The mergeSortAndCount method is a recursive function that divides the input array into two halves, calls itself to sort and count inversions in each half, and then merges the two sorted halves while counting inversions that occur across the two halves. The recursion continues until the array is reduced to individual elements, which are inherently sorted.
The mergeAndCount method is responsible for merging two sorted subarrays and counting the inversions that occur during the merge. The subarrays are defined by the indices left, mid, and right. The method uses two pointers, i for the left subarray and j for the right subarray, and a third pointer, k, for the merged array.
During the merging process, if the element at index i is less than or equal to the element at index j, it is copied to the merged array. However, if the element at index i is greater than the element at index j, it indicates that all remaining elements in the left subarray (from index i to mid) form inversions with the current element in the right subarray. The inversion count is updated accordingly.
After the merging process, any remaining elements from the left or right subarray are copied into the merged array, and the merged array is copied back to the original array. The inversion count is then returned.
The main method initializes an example array {8, 4, 2, 1} and a temporary array temp used during the merging process. The mergeSortAndCount method is called, and the total number of inversions is printed.
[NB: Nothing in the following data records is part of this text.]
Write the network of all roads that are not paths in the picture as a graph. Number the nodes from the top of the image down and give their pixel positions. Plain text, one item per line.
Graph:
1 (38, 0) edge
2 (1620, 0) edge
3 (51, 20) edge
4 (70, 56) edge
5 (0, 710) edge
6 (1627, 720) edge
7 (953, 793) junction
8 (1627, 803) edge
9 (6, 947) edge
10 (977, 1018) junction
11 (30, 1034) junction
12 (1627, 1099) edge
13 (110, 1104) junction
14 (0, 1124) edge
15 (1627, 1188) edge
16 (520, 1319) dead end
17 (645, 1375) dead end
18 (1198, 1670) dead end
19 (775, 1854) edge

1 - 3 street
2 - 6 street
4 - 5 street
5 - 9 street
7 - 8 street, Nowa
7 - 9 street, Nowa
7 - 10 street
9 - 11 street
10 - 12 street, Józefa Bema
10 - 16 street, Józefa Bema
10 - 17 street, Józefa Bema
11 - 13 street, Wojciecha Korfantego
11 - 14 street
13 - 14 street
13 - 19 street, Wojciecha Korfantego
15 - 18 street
For this input array, the output is Number of inversions: 6, as there are six pairs where a larger number precedes a smaller number.
3.1.2 Code Output
The code when executed give the following output:
Number of inversions: 6
4. Comparison
| Approach | Time Complexity | Space Complexity | Advantages | Disadvantages |
|---|---|---|---|---|
| Brute-Force | O(n2) | O(1) | Simple to implement | Inefficient for large arrays |
| Divide-And-Conquer | O(n log n) | O(n) | Efficient for large arrays, scales well | Requires additional space for temporary arrays |
5. Conclusion
Counting inversions in an array can be achieved using either a brute-force or an optimized approach. The brute-force method is straightforward but inefficient for large arrays, while the divide-and-conquer method is highly efficient and scales well. Use the optimized approach when dealing with large datasets to achieve better performance.